I had a refreshing city break where everything was organised for me, and met a great group of like-minded people from across Europe, several of whom I would hope to stay in touch with. In the comfort of the conference facility within the hotel grounds I could relax and focus on the topics of conversation. Hearing what other people are doing to get themselves to financial independence was refreshing and inspiring. After more than 2 years of following countless blogs and even creating my own, I finally met the real people behind some of the stories. It felt good to know this stuff exists in reality, as well as in cyberspace! Getting away from my own day-to-day was a great way to think and return with renewed focus. The conference is in its second year, and is intended to be an annual event, and may be of interest to anyone who is interested in making connections and learning about what others across Europe are doing.
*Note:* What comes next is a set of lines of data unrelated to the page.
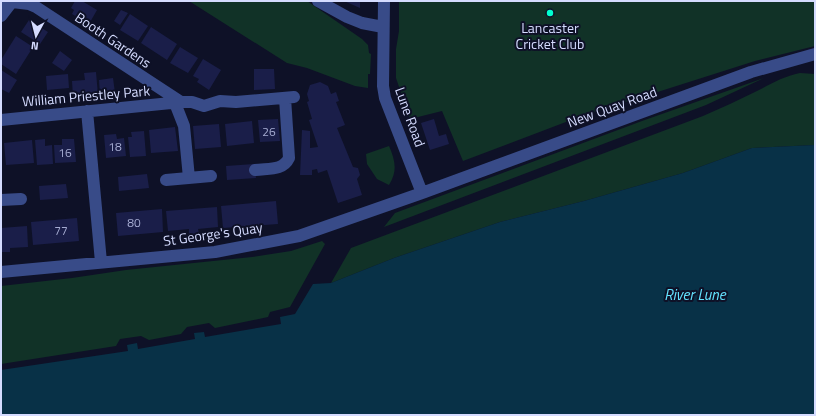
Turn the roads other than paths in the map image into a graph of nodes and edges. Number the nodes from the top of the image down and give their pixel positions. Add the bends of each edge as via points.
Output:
1 (318, 1) edge
2 (384, 1) edge
3 (7, 2) edge
4 (1, 16) edge
5 (383, 27) junction
6 (815, 54) edge
7 (178, 103) junction
8 (87, 111) junction
9 (1, 120) edge
10 (255, 170) dead end
11 (211, 176) dead end
12 (189, 178) junction
13 (166, 180) dead end
14 (422, 194) junction
15 (21, 198) dead end
16 (1, 200) edge
17 (101, 262) junction
18 (1, 272) edge

1 - 5 street via 362,24
2 - 5 street, Lune Road
3 - 4 street
3 - 7 street, Booth Gardens via 36,7
5 - 14 street, Lune Road via 385,98
6 - 14 street, New Quay Road via 744,75
7 - 8 street, William Priestley Park
7 - 10 street, Booth Gardens via 192,102 204,106 220,101 290,97 290,150 287,163 282,167
7 - 12 street via 184,126
8 - 9 street, William Priestley Park
8 - 17 street
11 - 12 street
12 - 13 street
14 - 17 street, St George's Quay via 299,236 215,252
15 - 16 street
17 - 18 street, St George's Quay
Quite a few of the speakers and participants have told their stories on their own blogs, which I have linked to below. Roll on FIWE 2019!

Expense Breakdown:

Flights €151.62
Hotel 4 nights €112.00
Conference €15.00
Cash Spending €100.00
Tips/Other €20.00
 Total Cost €398.62

Links:    –    Mr & Mrs. W. tell their story! – Blog in German providing tips on how to be a great AIRBNB host! – Mr. RIP’s story – Blog in Spanish (translation option available) – Erik and Sofia Flores talk about their journey – Blog in German (translation option available)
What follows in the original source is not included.